- **ACTIVITY**
Your response should consist of one number, the count of lines below that contain "edges".

- **DATA**

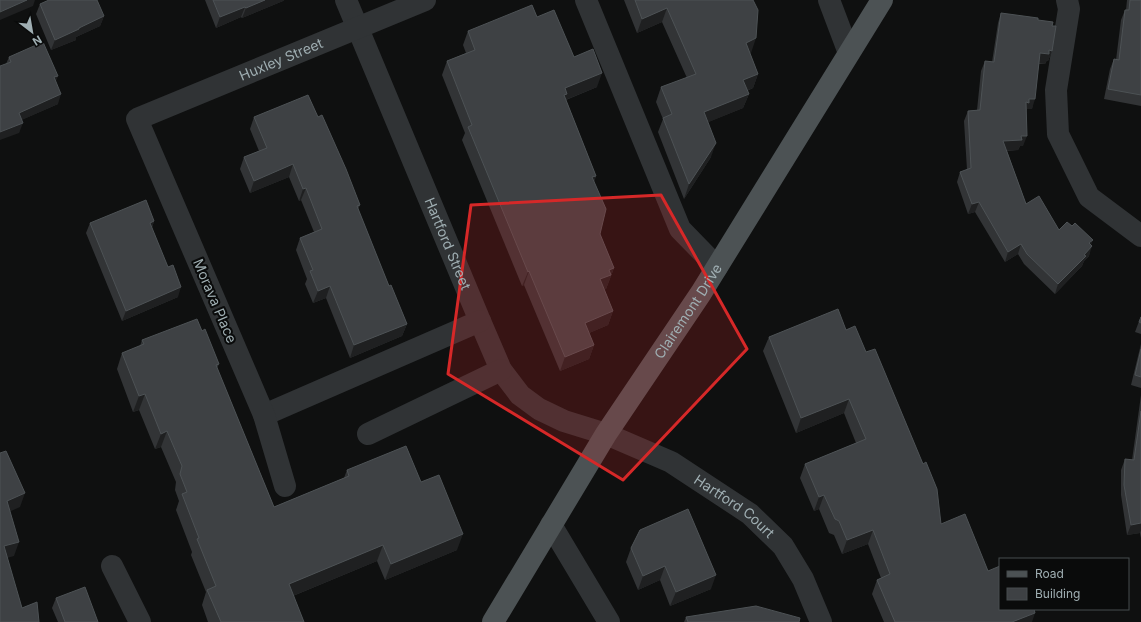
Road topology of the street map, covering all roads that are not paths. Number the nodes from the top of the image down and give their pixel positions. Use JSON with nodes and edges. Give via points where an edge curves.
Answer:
{"nodes":[{"id":1,"x":346,"y":0,"type":"edge"},
{"id":2,"x":425,"y":0,"type":"edge"},
{"id":3,"x":586,"y":0,"type":"edge"},
{"id":4,"x":828,"y":0,"type":"edge"},
{"id":5,"x":882,"y":0,"type":"edge"},
{"id":6,"x":1067,"y":0,"type":"edge"},
{"id":7,"x":358,"y":28,"type":"junction"},
{"id":8,"x":849,"y":53,"type":"junction"},
{"id":9,"x":137,"y":119,"type":"joint"},
{"id":10,"x":1141,"y":236,"type":"edge"},
{"id":11,"x":717,"y":267,"type":"junction"},
{"id":12,"x":480,"y":321,"type":"junction"},
{"id":13,"x":502,"y":370,"type":"junction"},
{"id":14,"x":264,"y":415,"type":"junction"},
{"id":15,"x":368,"y":434,"type":"dead end"},
{"id":16,"x":606,"y":434,"type":"junction"},
{"id":17,"x":285,"y":486,"type":"dead end"},
{"id":18,"x":552,"y":525,"type":"junction"},
{"id":19,"x":112,"y":566,"type":"dead end"},
{"id":20,"x":140,"y":622,"type":"edge"},
{"id":21,"x":493,"y":622,"type":"edge"},
{"id":22,"x":609,"y":622,"type":"edge"},
{"id":23,"x":821,"y":622,"type":"edge"}],
"edges":[{"from":1,"to":7,"type":"street","name":"Hartford Street"},
{"from":2,"to":7,"type":"street","name":"Huxley Street"},
{"from":3,"to":11,"type":"street","via":[[680,229]]},
{"from":4,"to":8,"type":"street"},
{"from":5,"to":8,"type":"main road","name":"Clairemont Drive"},
{"from":6,"to":10,"type":"street","via":[[1069,9],[1056,90],[1058,134],[1089,197]]},
{"from":7,"to":9,"type":"street","name":"Huxley Street"},
{"from":7,"to":12,"type":"street","name":"Hartford Street"},
{"from":8,"to":11,"type":"main road","name":"Clairemont Drive"},
{"from":9,"to":14,"type":"street","name":"Morava Place"},
{"from":11,"to":16,"type":"main road","name":"Clairemont Drive"},
{"from":12,"to":13,"type":"street","name":"Hartford Street"},
{"from":12,"to":14,"type":"street"},
{"from":13,"to":15,"type":"street"},
{"from":13,"to":16,"type":"street","name":"Hartford Street","via":[[520,395],[538,409],[564,421]]},
{"from":14,"to":17,"type":"street","name":"Morava Place"},
{"from":16,"to":18,"type":"main road","name":"Clairemont Drive"},
{"from":16,"to":23,"type":"street","name":"Hartford Court","via":[[671,462],[750,514],[783,546],[803,579]]},
{"from":18,"to":21,"type":"main road","name":"Clairemont Drive"},
{"from":18,"to":22,"type":"street"},
{"from":19,"to":20,"type":"street"}]}
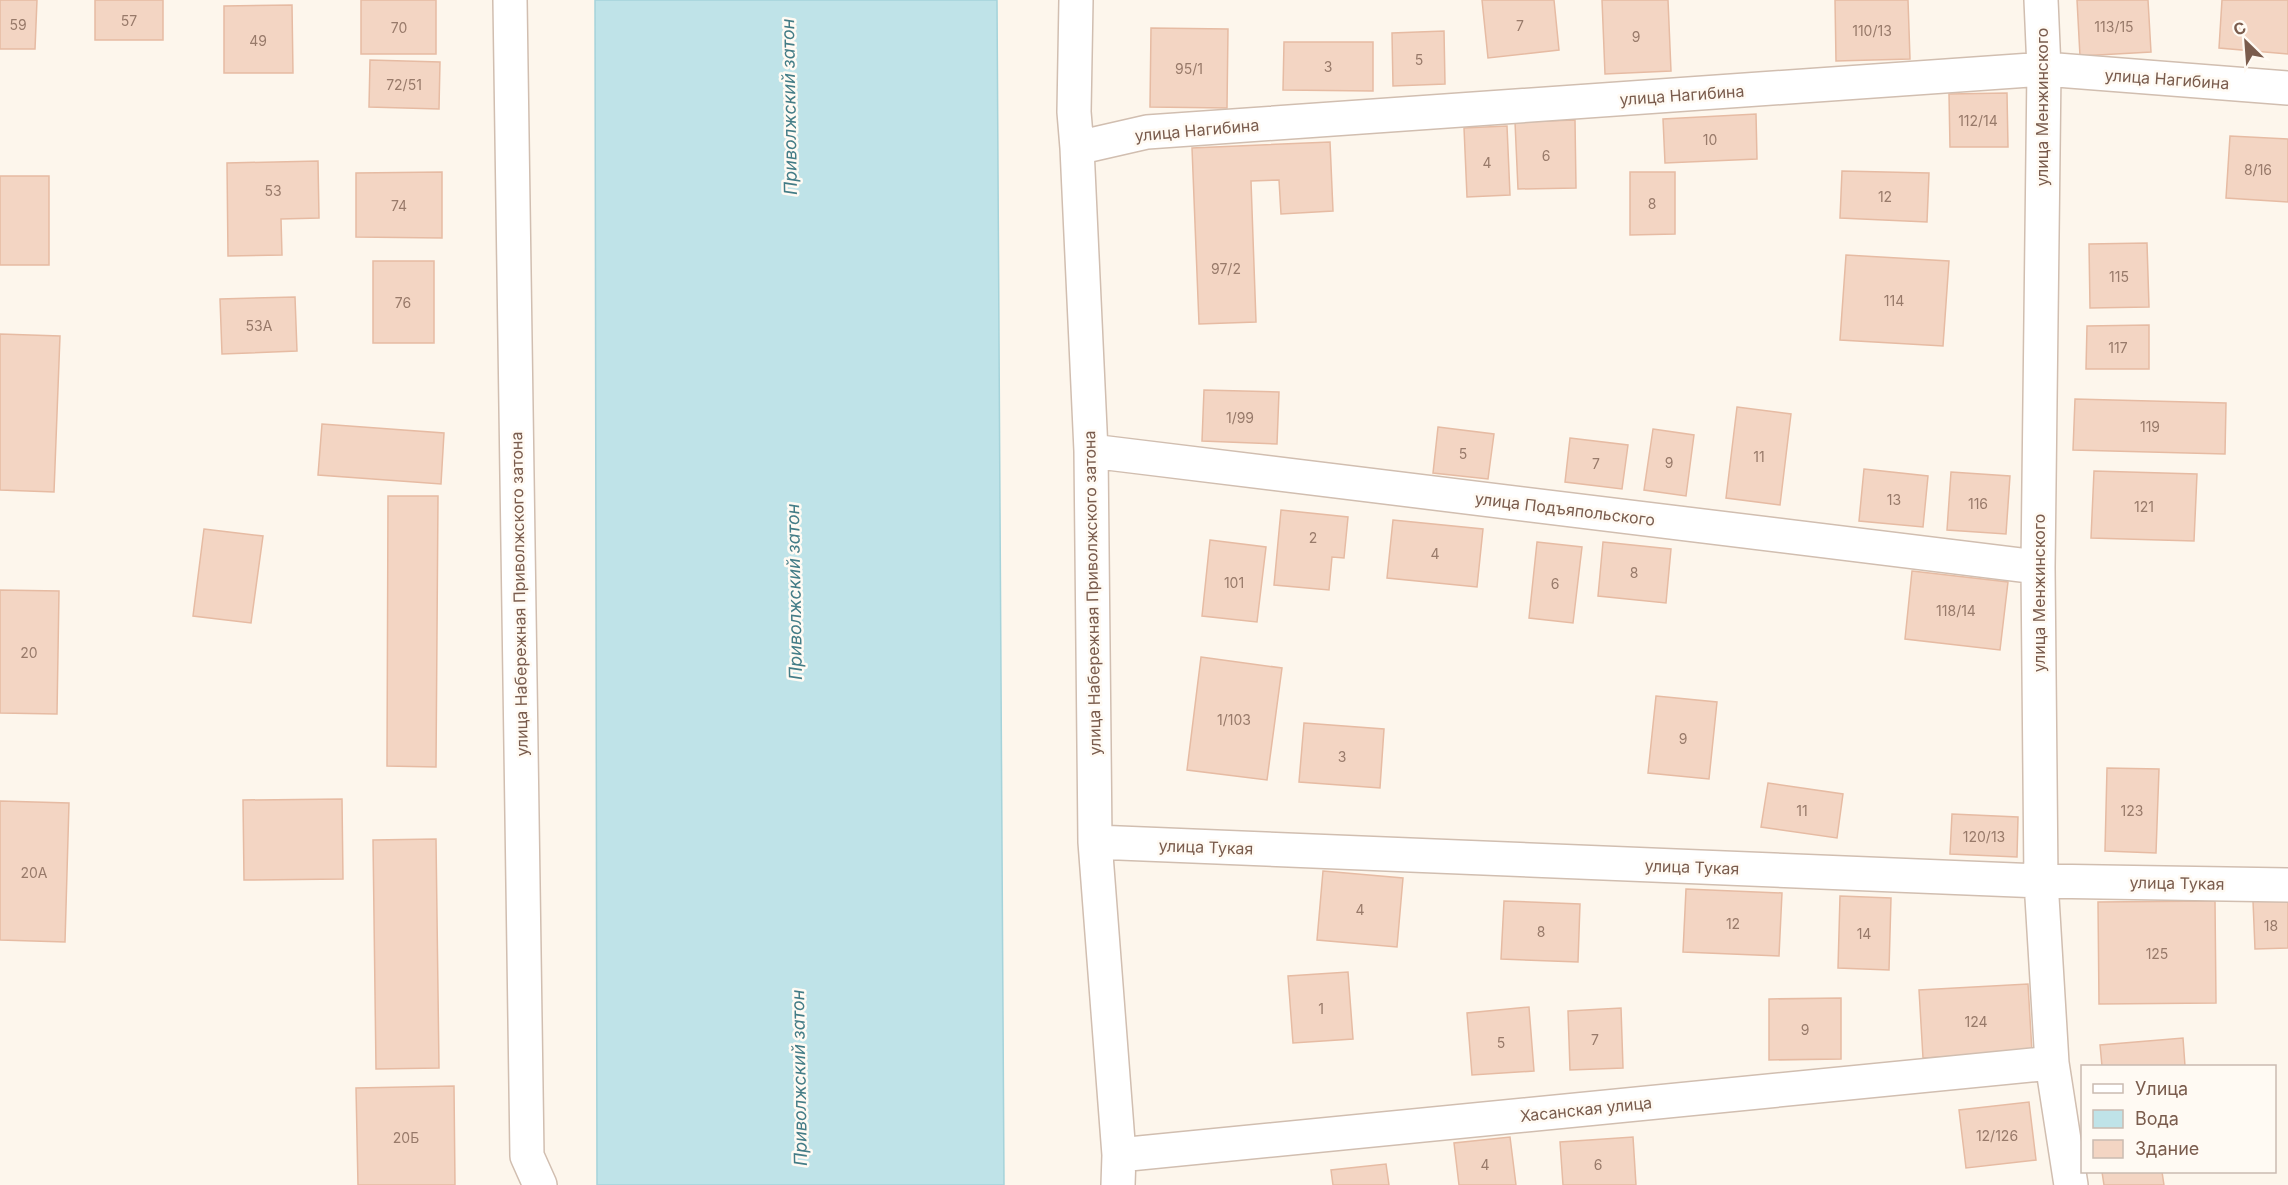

- **RESULT OF THIS EXERCISE**
2